AVAILABLE DATA ▸
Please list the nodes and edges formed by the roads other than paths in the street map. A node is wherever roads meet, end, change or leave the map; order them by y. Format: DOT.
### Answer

---

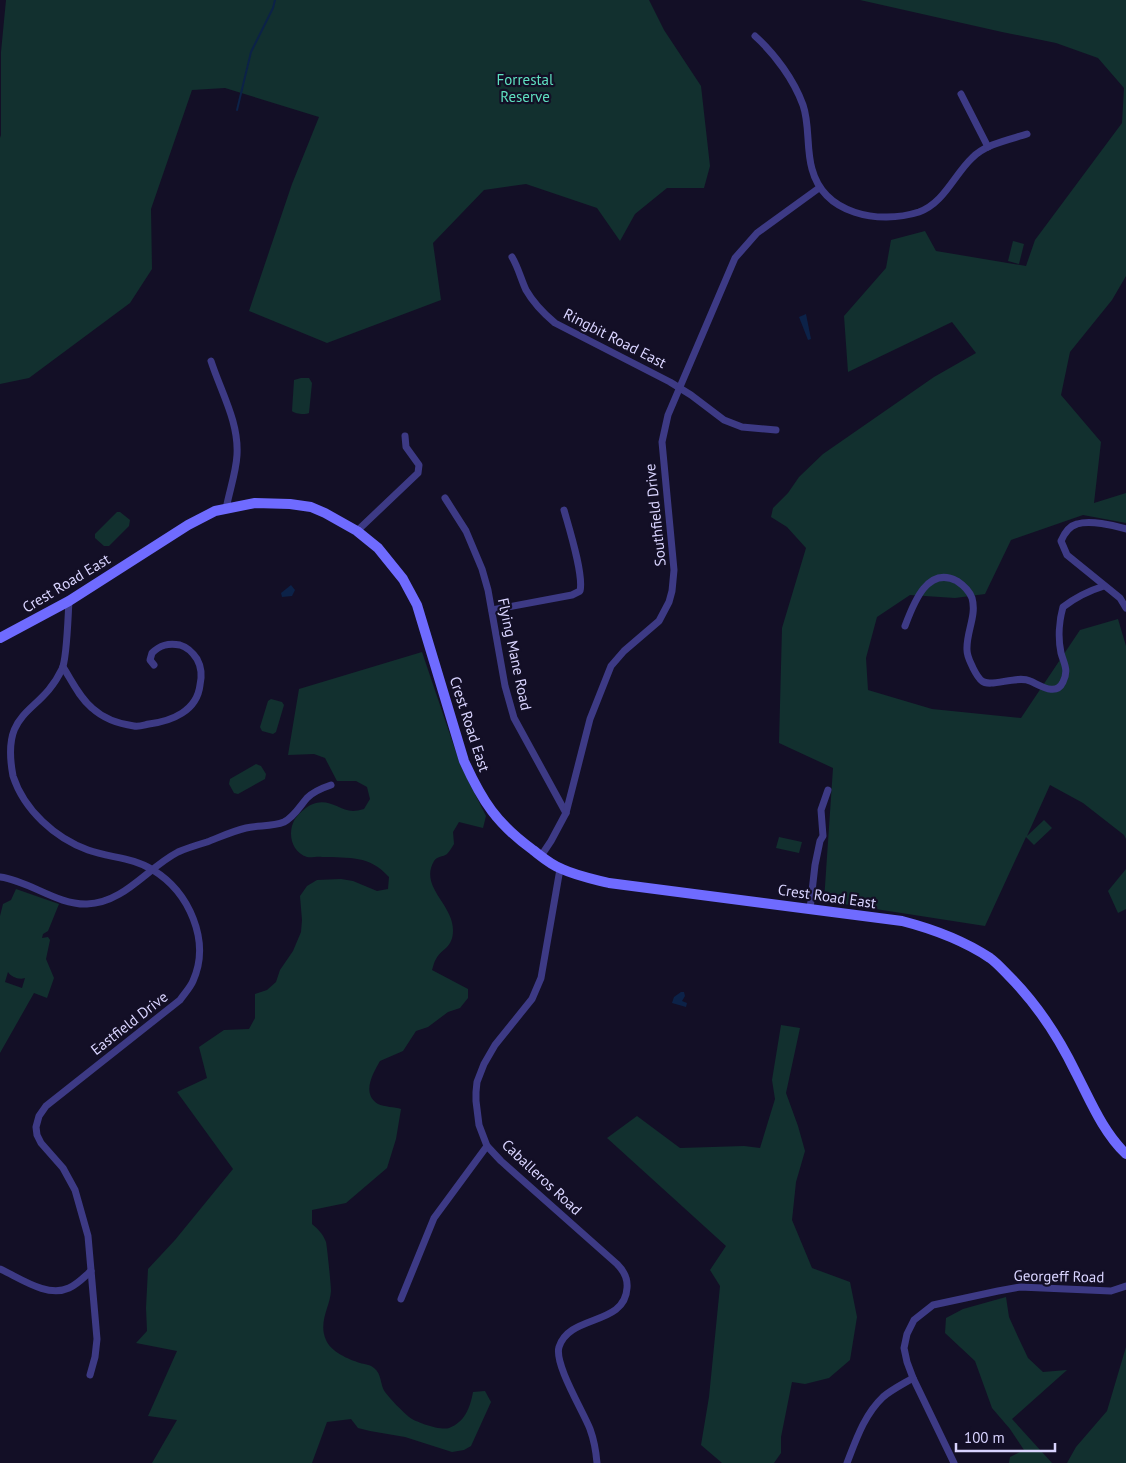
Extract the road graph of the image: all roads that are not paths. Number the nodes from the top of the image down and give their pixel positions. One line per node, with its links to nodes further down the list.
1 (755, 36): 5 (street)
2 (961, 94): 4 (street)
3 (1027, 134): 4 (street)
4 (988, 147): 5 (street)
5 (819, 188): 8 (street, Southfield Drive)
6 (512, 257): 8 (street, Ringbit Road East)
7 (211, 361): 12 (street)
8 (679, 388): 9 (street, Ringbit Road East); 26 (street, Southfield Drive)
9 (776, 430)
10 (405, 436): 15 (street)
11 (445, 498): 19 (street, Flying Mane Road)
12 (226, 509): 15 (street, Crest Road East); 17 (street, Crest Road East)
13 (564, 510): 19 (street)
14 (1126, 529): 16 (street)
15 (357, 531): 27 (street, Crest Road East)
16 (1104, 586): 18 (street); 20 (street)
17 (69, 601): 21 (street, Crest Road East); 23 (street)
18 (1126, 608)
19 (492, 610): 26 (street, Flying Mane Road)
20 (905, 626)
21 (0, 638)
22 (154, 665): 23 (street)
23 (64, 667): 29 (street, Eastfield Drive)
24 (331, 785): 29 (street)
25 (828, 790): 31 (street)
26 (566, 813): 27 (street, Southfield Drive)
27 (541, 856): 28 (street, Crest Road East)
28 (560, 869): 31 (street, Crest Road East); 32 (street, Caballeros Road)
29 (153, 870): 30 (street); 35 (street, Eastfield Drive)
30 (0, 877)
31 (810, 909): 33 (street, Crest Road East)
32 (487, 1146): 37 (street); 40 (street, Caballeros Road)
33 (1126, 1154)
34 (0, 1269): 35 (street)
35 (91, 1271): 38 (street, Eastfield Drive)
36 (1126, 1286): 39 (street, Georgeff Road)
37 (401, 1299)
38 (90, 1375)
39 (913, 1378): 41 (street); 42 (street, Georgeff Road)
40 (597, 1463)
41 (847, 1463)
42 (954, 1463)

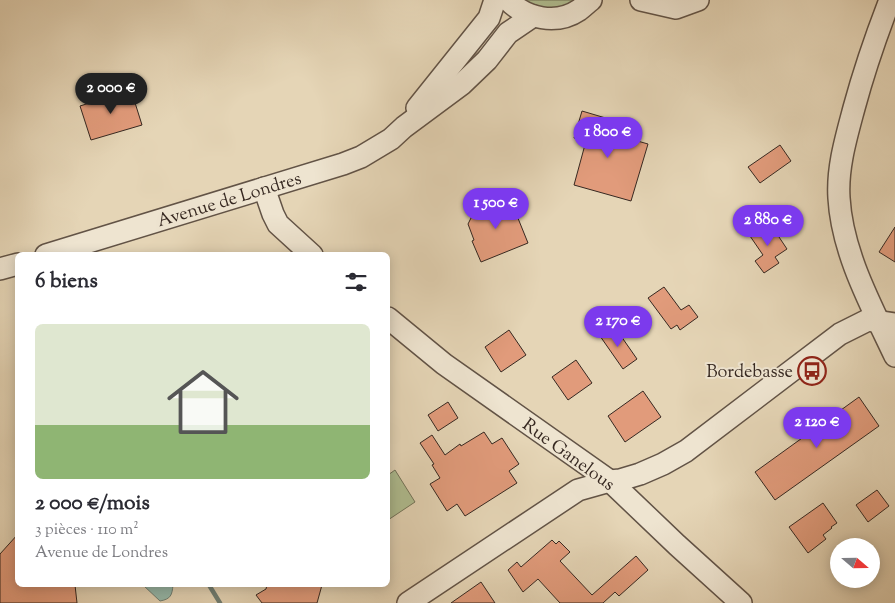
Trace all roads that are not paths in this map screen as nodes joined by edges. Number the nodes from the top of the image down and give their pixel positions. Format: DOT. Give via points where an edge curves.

EXERCISE INSTRUCTIONS ▸ How many lines above contain the word "Format"? Answer with the number alone.

ANSWER BELOW ▸ 2